The odd duck album of the bunch, this album is all over the place.  Listening to any three tracks from this non-consecutively will yield in a disorienting experience as they move from the soft melodies of “Always” to the gloomy “Miss You” and to whatever is going on in “Stockholm Syndrome”, but when listened to in sequence the album holds together with some sort of magic that I haven’t ever been able to fully explain.  There’s an alternate timeline where this album is my favorite, but it’s inconsistency and boldness of direction sometimes counts against it, rather than for it.

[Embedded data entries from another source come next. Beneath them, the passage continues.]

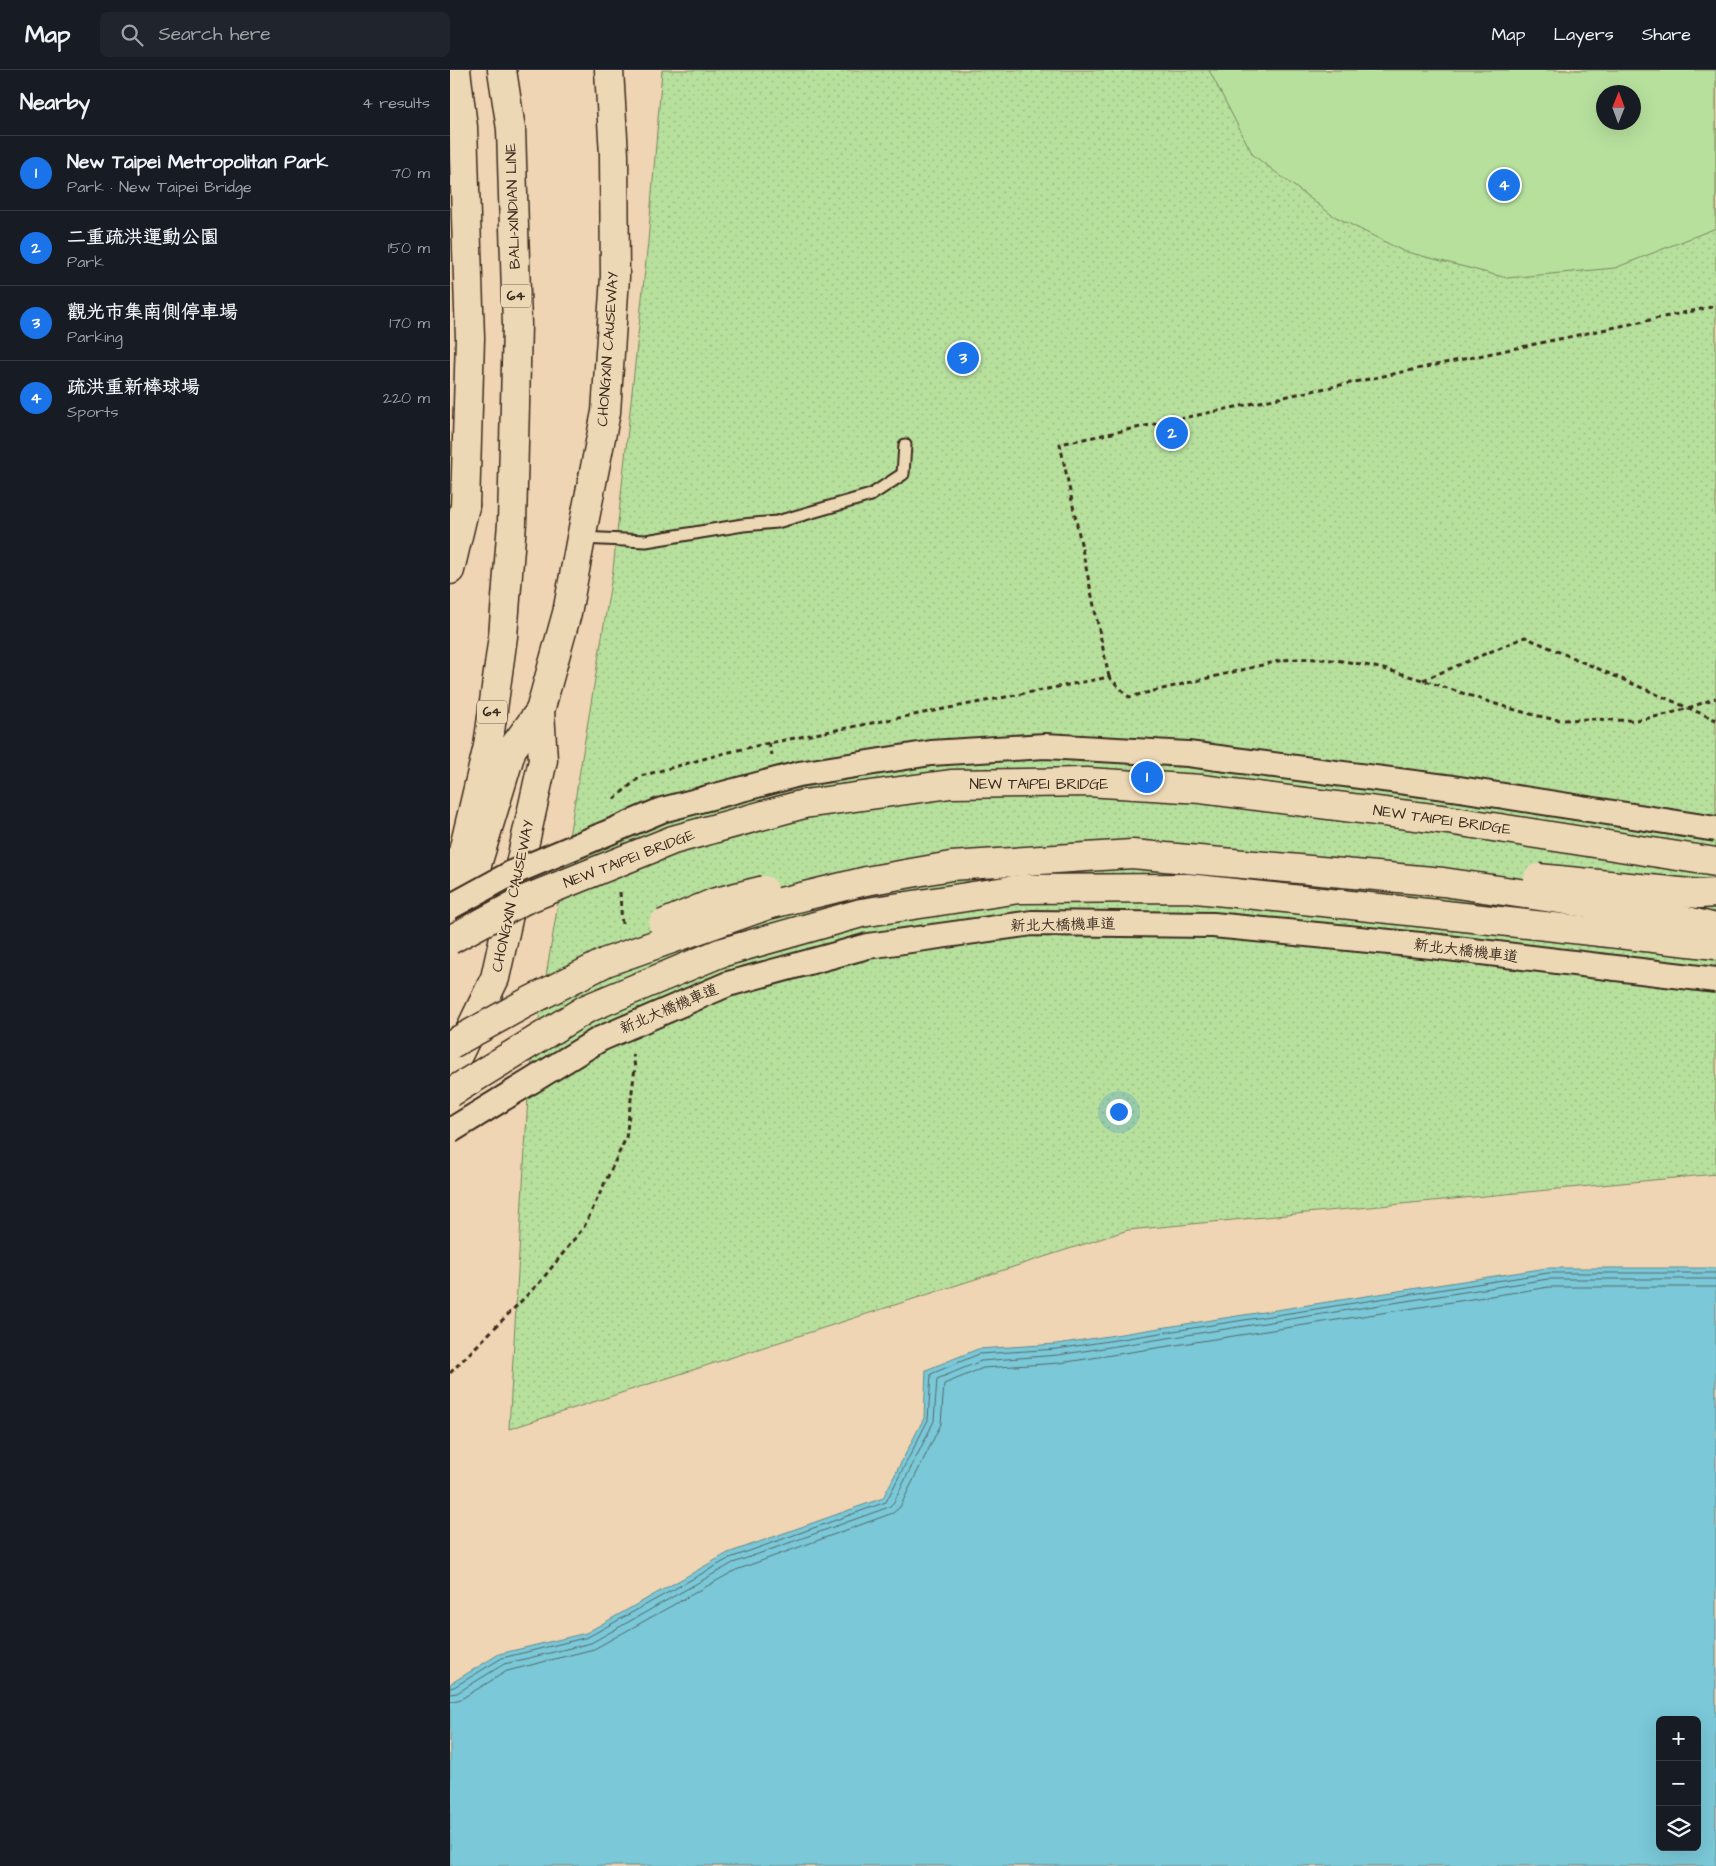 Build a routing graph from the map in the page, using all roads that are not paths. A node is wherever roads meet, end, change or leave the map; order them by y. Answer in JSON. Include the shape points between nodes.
{"nodes":[{"id":1,"x":456,"y":70,"type":"edge"},
{"id":2,"x":502,"y":70,"type":"edge"},
{"id":3,"x":609,"y":70,"type":"edge"},
{"id":4,"x":905,"y":445,"type":"dead end"},
{"id":5,"x":580,"y":538,"type":"junction"},
{"id":6,"x":450,"y":570,"type":"edge"},
{"id":7,"x":540,"y":711,"type":"junction"},
{"id":8,"x":1716,"y":829,"type":"edge"},
{"id":9,"x":1716,"y":862,"type":"edge"},
{"id":10,"x":1716,"y":893,"type":"edge"},
{"id":11,"x":450,"y":897,"type":"edge"},
{"id":12,"x":450,"y":908,"type":"edge"},
{"id":13,"x":1716,"y":928,"type":"edge"},
{"id":14,"x":450,"y":934,"type":"edge"},
{"id":15,"x":450,"y":940,"type":"edge"},
{"id":16,"x":1716,"y":945,"type":"edge"},
{"id":17,"x":1716,"y":980,"type":"edge"},
{"id":18,"x":450,"y":1029,"type":"edge"},
{"id":19,"x":450,"y":1045,"type":"edge"},
{"id":20,"x":450,"y":1072,"type":"edge"},
{"id":21,"x":450,"y":1093,"type":"edge"},
{"id":22,"x":450,"y":1131,"type":"edge"}],
"edges":[{"from":1,"to":6,"type":"main road","bridge":true,"via":[[463,127],[470,338],[465,506]]},
{"from":2,"to":11,"type":"main road","name":"BALI-XINDIAN LINE","number":"64","via":[[511,130],[517,325],[512,523],[503,636],[488,746]]},
{"from":3,"to":5,"type":"main road","name":"CHONGXIN CAUSEWAY","via":[[614,155],[615,277],[606,412]]},
{"from":4,"to":5,"type":"lane","via":[[903,474],[871,495],[777,522],[743,524],[646,541]]},
{"from":5,"to":7,"type":"main road","name":"CHONGXIN CAUSEWAY","via":[[567,613]]},
{"from":7,"to":14,"type":"main road","name":"CHONGXIN CAUSEWAY","via":[[512,749],[472,881]]},
{"from":7,"to":20,"type":"main road","name":"CHONGXIN CAUSEWAY","via":[[543,760],[495,978]]},
{"from":8,"to":12,"type":"street","bridge":true,"via":[[1453,788],[1188,754],[1045,746],[931,753],[799,774],[662,810],[512,873]]},
{"from":9,"to":15,"type":"main road","name":"NEW TAIPEI BRIDGE","bridge":true,"via":[[1448,820],[1201,789],[1087,782],[951,784],[804,804],[674,840],[524,900]]},
{"from":10,"to":18,"type":"main road","bridge":true,"via":[[1173,843],[1016,845],[862,864],[716,902],[584,956]]},
{"from":13,"to":19,"type":"main road","bridge":true,"via":[[1655,913],[1443,882],[1132,854],[951,866],[866,881],[768,905],[615,959]]},
{"from":16,"to":21,"type":"main road","bridge":true,"via":[[1187,888],[1019,889],[861,913],[720,953],[586,1009]]},
{"from":17,"to":22,"type":"street","name":"新北大橋機車道","bridge":true,"via":[[1431,946],[1213,925],[1032,923],[868,946],[728,984],[600,1039]]}]} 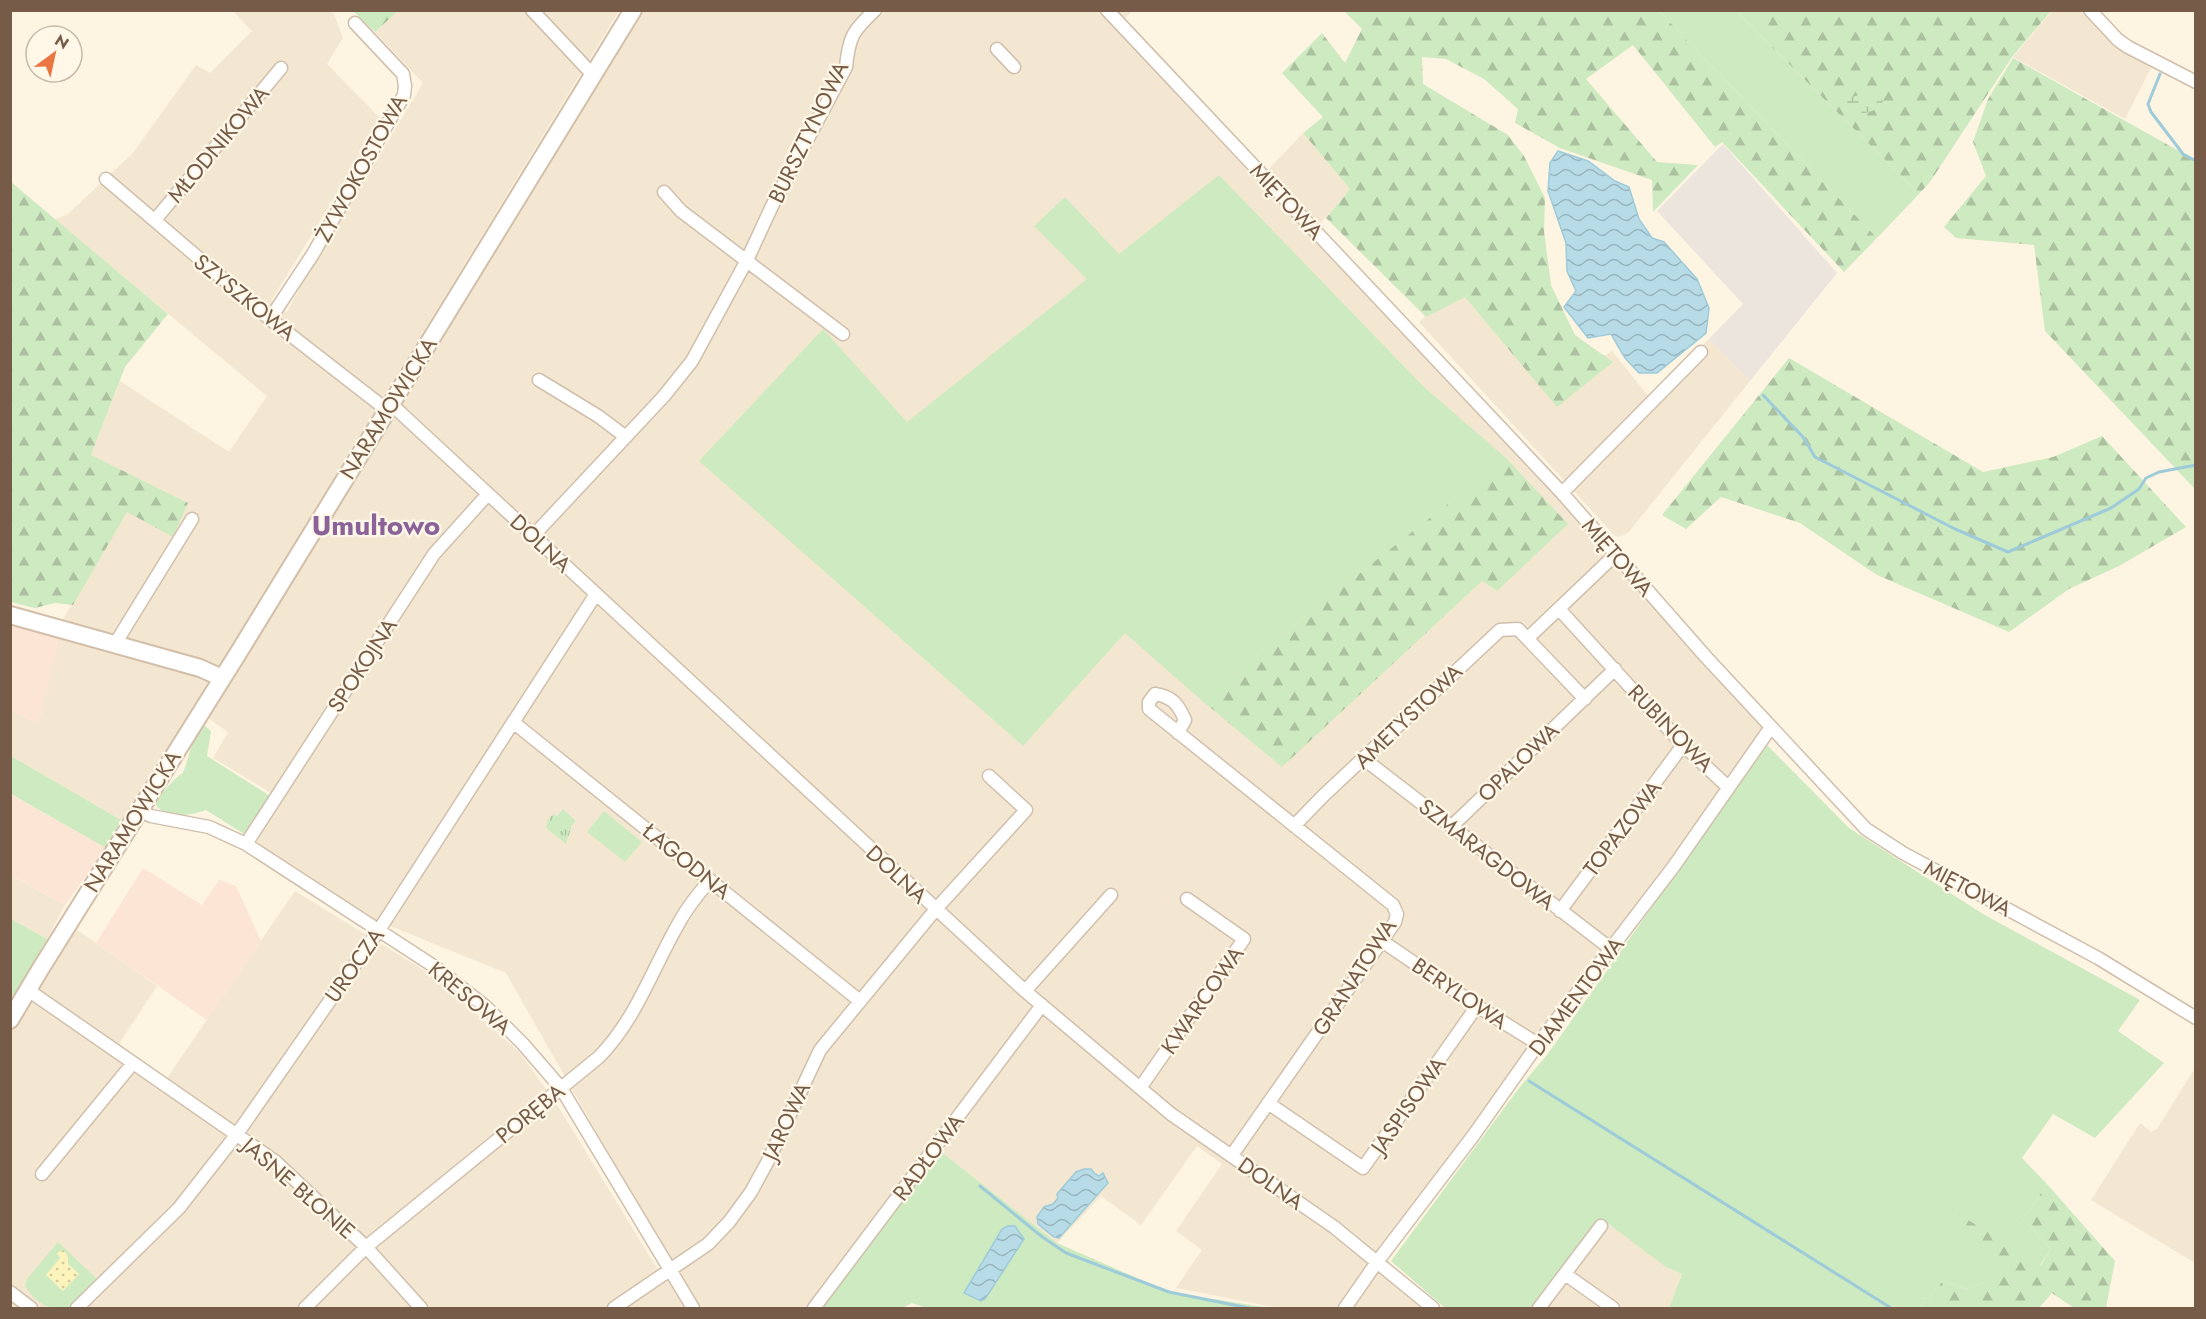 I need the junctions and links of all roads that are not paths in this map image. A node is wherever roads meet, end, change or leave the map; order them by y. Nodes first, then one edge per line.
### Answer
1 (532, 10) edge
2 (633, 10) edge
3 (875, 10) edge
4 (1107, 10) edge
5 (2090, 10) edge
6 (355, 23) dead end
7 (997, 49) dead end
8 (1014, 67) dead end
9 (281, 68) dead end
10 (593, 75) junction
11 (2196, 82) edge
12 (105, 179) dead end
13 (664, 192) dead end
14 (155, 220) junction
15 (747, 260) junction
16 (270, 319) junction
17 (843, 334) dead end
18 (1701, 352) dead end
19 (539, 380) dead end
20 (389, 407) junction
21 (626, 437) junction
22 (1562, 493) junction
23 (488, 494) junction
24 (192, 519) dead end
25 (533, 536) junction
26 (1616, 554) junction
27 (597, 594) junction
28 (1559, 609) junction
29 (10, 615) edge
30 (1528, 638) junction
31 (115, 644) junction
32 (1615, 669) junction
33 (222, 678) junction
34 (1585, 699) junction
35 (513, 722) junction
36 (1771, 727) junction
37 (1178, 733) dead end
38 (1683, 745) junction
39 (1364, 759) junction
40 (989, 776) dead end
41 (1728, 787) junction
42 (139, 810) junction
43 (1294, 826) junction
44 (1452, 826) junction
45 (246, 844) junction
46 (710, 880) junction
47 (1111, 895) dead end
48 (1187, 898) dead end
49 (936, 909) junction
50 (1560, 910) junction
51 (379, 930) junction
52 (1382, 941) junction
53 (1611, 949) junction
54 (28, 990) junction
55 (1025, 992) junction
56 (860, 1001) junction
57 (1042, 1005) junction
58 (1477, 1006) junction
59 (2196, 1018) edge
60 (10, 1020) edge
61 (1538, 1044) junction
62 (133, 1063) junction
63 (561, 1088) junction
64 (1140, 1088) junction
65 (1268, 1103) junction
66 (237, 1134) junction
67 (1232, 1155) junction
68 (42, 1174) dead end
69 (1601, 1226) dead end
70 (366, 1247) junction
71 (1377, 1262) junction
72 (669, 1271) junction
73 (1565, 1274) junction
74 (10, 1292) edge
75 (31, 1308) edge
76 (76, 1308) edge
77 (305, 1308) edge
78 (421, 1308) edge
79 (614, 1308) edge
80 (693, 1308) edge
81 (814, 1308) edge
82 (1345, 1308) edge
83 (1433, 1308) edge
84 (1539, 1308) edge
85 (1613, 1308) edge

1 - 10 street
2 - 10 street, NARAMOWICKA
3 - 15 street, BURSZTYNOWA
4 - 22 street, MIĘTOWA
5 - 11 street
6 - 16 street, ŻYWOKOSTOWA
7 - 8 street
9 - 14 street, MŁODNIKOWA
10 - 20 street, NARAMOWICKA
12 - 14 street, SZYSZKOWA
13 - 15 street
14 - 16 street, SZYSZKOWA
15 - 17 street
15 - 21 street, BURSZTYNOWA
16 - 20 street, SZYSZKOWA
18 - 22 street
19 - 21 street
20 - 23 street, DOLNA
20 - 33 street, NARAMOWICKA
21 - 25 street, BURSZTYNOWA
22 - 26 street, MIĘTOWA
23 - 25 street, DOLNA
23 - 45 street, SPOKOJNA
24 - 31 street
25 - 27 street, DOLNA
26 - 28 street
26 - 36 street, MIĘTOWA
27 - 35 street, UROCZA
27 - 49 street, DOLNA
28 - 30 street
28 - 32 street, RUBINOWA
29 - 31 street
30 - 34 street
30 - 39 street, AMETYSTOWA
31 - 33 street
32 - 34 street, RUBINOWA
32 - 38 street, RUBINOWA
33 - 42 street, NARAMOWICKA
34 - 44 street, OPALOWA
35 - 46 street, ŁAGODNA
35 - 51 street, UROCZA
36 - 41 street, DIAMENTOWA
36 - 59 street, MIĘTOWA
37 - 43 street, GRANATOWA
38 - 41 street, RUBINOWA
38 - 50 street, TOPAZOWA
39 - 43 street, AMETYSTOWA
39 - 44 street, SZMARAGDOWA
40 - 49 street, JAROWA
41 - 53 street, DIAMENTOWA
42 - 45 street, KRESOWA
42 - 54 street, NARAMOWICKA
43 - 52 street, GRANATOWA
44 - 50 street, SZMARAGDOWA
45 - 51 street, KRESOWA
46 - 56 street, ŁAGODNA
46 - 63 street, PORĘBA
47 - 55 street
48 - 64 street, KWARCOWA
49 - 55 street, DOLNA
49 - 56 street, JAROWA
50 - 53 street, SZMARAGDOWA
51 - 63 street, KRESOWA
51 - 66 street, UROCZA
52 - 58 street, BERYLOWA
52 - 65 street, GRANATOWA
53 - 61 street, DIAMENTOWA
54 - 60 street, NARAMOWICKA
54 - 62 street, JASNE BŁONIE
55 - 57 street, DOLNA
56 - 72 street, JAROWA
57 - 64 street, DOLNA
57 - 81 street, RADŁOWA
58 - 61 street, BERYLOWA
58 - 65 street, JASPISOWA
61 - 71 street, DIAMENTOWA
62 - 66 street, JASNE BŁONIE
62 - 68 street
63 - 70 street, PORĘBA
63 - 72 street, KRESOWA
64 - 67 street, DOLNA
65 - 67 street, GRANATOWA
66 - 70 street, JASNE BŁONIE
66 - 76 street, UROCZA
67 - 71 street, DOLNA
69 - 73 street
70 - 77 street, PORĘBA
70 - 78 street, JASNE BŁONIE
71 - 82 street, DIAMENTOWA
71 - 83 street, DOLNA
72 - 79 street, JAROWA
72 - 80 street, KRESOWA
73 - 84 street
73 - 85 street
74 - 75 street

2. Take Off Your Pants and Jacket (2001)

This album might as well be Enema Part 2, as it does almost nothing to push the band’s sound forward.  But where this album edges out it’s predecessor and successor is in it’s polish and consistency: this is Enema without the lulls and a couple of tracks that stand just a hair above those on that which came before.  If you’re only here for the Golden Age of Pop-Punk, this is the album that I would turn to.  But popularity isn’t always a measure of quality, because the best blink-182 album is obviously…

1. Dude Ranch (1997)

Dude Ranch planted the seeds for the success that blink would see in their next two albums but didn’t compromise their skate-punk and pop-punk roots for anything.  This album goes harder and faster than the next few albums but still retains those melodies and riffs that made Tom a standout guitarist in a genre that isn’t really known for it’s noodling.  There’s not a lot to say about this album that doesn’t lead to me waxing nostalgic about a “better time in music” and the glory years of my favorite genre of music before MTV strangled the life out of it (thanks blink-182), so I’ll just end with a reminder that “Apple Shampoo” is criminally underrated, “Dick Lips” might be the band’s best song, and every album needs a serenade to Princess Leia.